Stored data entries
···
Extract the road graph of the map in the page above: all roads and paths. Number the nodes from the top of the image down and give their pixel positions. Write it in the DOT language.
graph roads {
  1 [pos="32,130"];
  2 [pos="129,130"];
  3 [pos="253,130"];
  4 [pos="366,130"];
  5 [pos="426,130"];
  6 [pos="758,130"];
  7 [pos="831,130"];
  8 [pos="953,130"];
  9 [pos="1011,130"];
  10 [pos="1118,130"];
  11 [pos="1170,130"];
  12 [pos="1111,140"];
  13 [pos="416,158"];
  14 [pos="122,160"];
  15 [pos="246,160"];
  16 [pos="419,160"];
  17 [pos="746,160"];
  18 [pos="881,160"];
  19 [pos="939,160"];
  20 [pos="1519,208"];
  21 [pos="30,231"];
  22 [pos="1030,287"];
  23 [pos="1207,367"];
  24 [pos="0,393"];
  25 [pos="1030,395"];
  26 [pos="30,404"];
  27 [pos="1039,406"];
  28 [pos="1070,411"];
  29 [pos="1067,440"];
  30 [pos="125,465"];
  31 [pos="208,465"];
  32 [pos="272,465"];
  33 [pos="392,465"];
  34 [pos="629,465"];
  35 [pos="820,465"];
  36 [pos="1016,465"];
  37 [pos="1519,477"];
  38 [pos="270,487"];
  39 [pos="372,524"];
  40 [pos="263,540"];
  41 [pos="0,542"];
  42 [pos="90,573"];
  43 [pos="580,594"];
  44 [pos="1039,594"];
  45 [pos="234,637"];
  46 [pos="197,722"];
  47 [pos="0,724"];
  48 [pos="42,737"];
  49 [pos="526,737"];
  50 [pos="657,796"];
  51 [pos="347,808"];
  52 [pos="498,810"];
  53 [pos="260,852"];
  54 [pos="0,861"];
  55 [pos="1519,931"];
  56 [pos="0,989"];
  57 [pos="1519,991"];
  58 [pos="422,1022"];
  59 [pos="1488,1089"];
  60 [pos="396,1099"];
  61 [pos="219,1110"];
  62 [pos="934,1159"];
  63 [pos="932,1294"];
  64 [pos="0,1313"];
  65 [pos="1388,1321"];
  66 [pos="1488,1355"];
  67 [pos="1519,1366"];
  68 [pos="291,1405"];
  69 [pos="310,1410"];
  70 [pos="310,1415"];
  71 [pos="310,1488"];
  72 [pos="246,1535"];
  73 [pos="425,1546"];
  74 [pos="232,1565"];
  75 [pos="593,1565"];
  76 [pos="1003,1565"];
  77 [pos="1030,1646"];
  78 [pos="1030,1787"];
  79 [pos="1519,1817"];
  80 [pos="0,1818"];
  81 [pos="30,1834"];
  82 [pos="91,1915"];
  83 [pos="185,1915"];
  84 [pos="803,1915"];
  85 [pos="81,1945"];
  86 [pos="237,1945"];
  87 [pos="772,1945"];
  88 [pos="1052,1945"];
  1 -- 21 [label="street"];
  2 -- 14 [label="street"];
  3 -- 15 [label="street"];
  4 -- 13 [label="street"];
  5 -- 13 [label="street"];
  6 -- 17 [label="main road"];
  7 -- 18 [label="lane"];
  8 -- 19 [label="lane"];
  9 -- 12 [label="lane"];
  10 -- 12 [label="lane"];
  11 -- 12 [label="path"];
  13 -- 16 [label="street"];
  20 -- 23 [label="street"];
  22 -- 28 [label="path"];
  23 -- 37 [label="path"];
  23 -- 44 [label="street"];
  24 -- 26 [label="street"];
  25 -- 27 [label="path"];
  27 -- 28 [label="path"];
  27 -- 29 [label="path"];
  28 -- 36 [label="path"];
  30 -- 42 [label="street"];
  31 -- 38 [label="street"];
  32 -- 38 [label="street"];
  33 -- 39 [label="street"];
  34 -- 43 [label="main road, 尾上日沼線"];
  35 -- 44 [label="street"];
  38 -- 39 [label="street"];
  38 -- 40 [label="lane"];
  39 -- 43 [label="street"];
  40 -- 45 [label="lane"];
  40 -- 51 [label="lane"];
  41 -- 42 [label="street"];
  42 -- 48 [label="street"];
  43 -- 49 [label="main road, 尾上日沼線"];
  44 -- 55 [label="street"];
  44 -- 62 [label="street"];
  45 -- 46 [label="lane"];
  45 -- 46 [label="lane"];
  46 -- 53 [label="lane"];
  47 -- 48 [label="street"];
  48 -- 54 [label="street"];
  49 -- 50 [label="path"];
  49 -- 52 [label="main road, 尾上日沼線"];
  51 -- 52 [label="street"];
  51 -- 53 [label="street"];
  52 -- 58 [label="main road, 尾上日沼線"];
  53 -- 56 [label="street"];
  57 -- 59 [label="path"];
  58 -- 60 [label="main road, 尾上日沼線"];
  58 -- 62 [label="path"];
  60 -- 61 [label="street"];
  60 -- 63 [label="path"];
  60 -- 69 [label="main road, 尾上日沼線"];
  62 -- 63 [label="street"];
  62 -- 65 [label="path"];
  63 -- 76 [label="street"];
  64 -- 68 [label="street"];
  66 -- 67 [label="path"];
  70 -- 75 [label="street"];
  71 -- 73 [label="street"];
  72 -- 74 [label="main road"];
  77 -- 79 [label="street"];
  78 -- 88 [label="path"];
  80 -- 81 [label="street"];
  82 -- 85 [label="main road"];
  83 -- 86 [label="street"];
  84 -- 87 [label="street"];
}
···
Work to complete :: From the records above, pick out and copy each line holding the word "graph".

Written response ::
Extract the road graph of the map in the page above: all roads and paths. Number the nodes from the top of the image down and give their pixel positions. Write it in the DOT language.
graph roads {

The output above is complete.